Population (2010 Census)
- • Total: 3
- • Estimate (2023): 0 (−100%)

Municipal status
- • Municipal district: Oymyakonsky Municipal District
- • Urban settlement: Artyk Urban Settlement
- Time zone: UTC+ ()
- Postal code: 678730
- OKTMO ID: 98639153106

= Delyankir =

Delyankir (Делянкир) is a rural locality (a selo) under the administrative jurisdiction of the Settlement of Artyk in Oymyakonsky District of the Sakha Republic, Russia, located 44 km from Artyk on the Kolyma Highway on the border with Magadan Oblast.

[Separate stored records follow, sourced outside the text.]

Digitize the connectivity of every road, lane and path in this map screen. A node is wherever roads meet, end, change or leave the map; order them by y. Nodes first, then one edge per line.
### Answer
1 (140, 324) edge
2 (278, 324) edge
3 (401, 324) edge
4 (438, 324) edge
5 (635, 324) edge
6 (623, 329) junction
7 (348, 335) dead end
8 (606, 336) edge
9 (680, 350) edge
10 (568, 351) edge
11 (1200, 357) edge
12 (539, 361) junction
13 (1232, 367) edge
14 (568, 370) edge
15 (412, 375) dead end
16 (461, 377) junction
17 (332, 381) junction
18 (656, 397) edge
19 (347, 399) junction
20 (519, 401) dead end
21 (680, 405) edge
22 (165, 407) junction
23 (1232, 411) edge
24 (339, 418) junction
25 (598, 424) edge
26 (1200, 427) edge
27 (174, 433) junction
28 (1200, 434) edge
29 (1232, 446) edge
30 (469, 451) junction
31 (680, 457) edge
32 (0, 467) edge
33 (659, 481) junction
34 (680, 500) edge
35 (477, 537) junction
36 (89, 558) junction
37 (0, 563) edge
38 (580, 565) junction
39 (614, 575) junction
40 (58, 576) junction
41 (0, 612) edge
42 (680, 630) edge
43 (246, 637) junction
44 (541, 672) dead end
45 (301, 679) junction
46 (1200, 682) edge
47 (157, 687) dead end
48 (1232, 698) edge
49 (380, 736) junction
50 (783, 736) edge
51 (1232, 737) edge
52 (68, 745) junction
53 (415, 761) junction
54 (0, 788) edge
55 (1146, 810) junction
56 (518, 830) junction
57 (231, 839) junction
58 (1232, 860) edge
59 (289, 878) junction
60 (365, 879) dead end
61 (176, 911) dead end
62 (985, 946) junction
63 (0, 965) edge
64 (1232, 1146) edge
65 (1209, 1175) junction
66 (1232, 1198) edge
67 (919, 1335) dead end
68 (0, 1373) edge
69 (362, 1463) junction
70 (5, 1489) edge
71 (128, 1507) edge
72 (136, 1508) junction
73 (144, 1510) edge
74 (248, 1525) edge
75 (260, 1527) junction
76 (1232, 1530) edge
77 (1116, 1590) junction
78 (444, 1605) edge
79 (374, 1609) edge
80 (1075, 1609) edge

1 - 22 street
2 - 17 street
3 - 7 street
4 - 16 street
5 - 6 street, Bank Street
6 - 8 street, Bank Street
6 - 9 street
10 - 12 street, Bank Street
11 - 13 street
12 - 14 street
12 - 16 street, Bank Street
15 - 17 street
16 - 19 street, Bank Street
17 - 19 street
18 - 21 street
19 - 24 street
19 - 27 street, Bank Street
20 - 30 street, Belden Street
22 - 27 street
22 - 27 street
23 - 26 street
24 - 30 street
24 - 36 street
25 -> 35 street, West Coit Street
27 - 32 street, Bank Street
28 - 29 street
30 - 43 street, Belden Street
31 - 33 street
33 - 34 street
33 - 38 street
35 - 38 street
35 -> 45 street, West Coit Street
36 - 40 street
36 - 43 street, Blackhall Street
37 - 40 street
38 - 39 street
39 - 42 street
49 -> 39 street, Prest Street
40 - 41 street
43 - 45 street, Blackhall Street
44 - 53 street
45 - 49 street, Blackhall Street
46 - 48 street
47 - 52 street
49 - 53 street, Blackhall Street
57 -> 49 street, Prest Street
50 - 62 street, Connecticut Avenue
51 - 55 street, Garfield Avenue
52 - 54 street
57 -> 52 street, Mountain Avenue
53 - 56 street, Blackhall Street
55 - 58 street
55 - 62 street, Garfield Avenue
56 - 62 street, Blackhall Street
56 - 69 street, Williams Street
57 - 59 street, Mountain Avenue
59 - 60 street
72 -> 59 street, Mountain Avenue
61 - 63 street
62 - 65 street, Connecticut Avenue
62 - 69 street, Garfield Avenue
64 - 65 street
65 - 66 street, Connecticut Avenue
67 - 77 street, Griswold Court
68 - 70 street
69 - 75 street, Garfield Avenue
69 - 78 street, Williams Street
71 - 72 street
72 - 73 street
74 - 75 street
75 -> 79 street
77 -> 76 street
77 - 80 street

Its population as of the 2010 Census was three people, down from four recorded during the 2002 Census.

==Climate==
Delyankir has an extreme subarctic climate (Köppen climate classification Dwd) with very short and mild summers with cool nights (in spite of white nights), followed by very long, dry, and extremely cold winters. Although summers are very mild on average, sometimes it can be surprisingly hot, especially for a place with such northerly latitude. The highest recorded temperature in July was 35.1 C. It is one of the coldest places in the northern hemisphere and the world, alongside Oymyakon and Verkhoyansk. On the night of December 8–9, 2021, the temperature went down to -61.1 C, making it the coldest temperature recorded in December. Although in terms of the lowest-ever recorded temperature Oymyakon remains the coldest verifiable location, the year-round average temperature recorded at Delyankir's weather station between 1951 and 1989 was -16.8 C, lower than that of Oymyakon.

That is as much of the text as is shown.